__DATA TO PROCESS__:
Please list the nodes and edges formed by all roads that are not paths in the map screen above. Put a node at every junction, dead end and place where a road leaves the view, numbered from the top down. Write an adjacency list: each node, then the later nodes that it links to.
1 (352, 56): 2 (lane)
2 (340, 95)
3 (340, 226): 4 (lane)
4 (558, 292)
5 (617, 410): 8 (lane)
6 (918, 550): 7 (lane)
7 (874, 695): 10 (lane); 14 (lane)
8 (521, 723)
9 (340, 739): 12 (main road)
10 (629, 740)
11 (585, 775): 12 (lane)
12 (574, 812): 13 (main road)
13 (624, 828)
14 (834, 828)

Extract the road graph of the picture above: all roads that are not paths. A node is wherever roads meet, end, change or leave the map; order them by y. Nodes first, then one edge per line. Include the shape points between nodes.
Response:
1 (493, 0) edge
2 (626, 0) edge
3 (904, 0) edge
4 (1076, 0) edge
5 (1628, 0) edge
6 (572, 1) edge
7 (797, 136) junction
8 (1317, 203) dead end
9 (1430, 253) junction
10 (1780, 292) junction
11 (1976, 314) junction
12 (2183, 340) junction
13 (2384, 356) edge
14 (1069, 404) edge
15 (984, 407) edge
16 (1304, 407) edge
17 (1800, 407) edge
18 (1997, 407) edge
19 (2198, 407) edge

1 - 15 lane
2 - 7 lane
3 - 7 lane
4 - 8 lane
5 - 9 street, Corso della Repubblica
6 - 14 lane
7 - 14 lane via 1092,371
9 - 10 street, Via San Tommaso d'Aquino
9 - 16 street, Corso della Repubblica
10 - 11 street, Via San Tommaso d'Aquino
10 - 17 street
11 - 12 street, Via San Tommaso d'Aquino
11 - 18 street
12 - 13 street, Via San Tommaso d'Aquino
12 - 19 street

__TASK REQUIREMENTS__: Please retype the listing word for word, from its first line through the line containing "Extract the road", and add nothing else.

__ANSWER TO THIS TASK__:
Please list the nodes and edges formed by all roads that are not paths in the map screen above. Put a node at every junction, dead end and place where a road leaves the view, numbered from the top down. Write an adjacency list: each node, then the later nodes that it links to.
1 (352, 56): 2 (lane)
2 (340, 95)
3 (340, 226): 4 (lane)
4 (558, 292)
5 (617, 410): 8 (lane)
6 (918, 550): 7 (lane)
7 (874, 695): 10 (lane); 14 (lane)
8 (521, 723)
9 (340, 739): 12 (main road)
10 (629, 740)
11 (585, 775): 12 (lane)
12 (574, 812): 13 (main road)
13 (624, 828)
14 (834, 828)

Extract the road graph of the picture above: all roads that are not paths. A node is wherever roads meet, end, change or leave the map; order them by y. Nodes first, then one edge per line. Include the shape points between nodes.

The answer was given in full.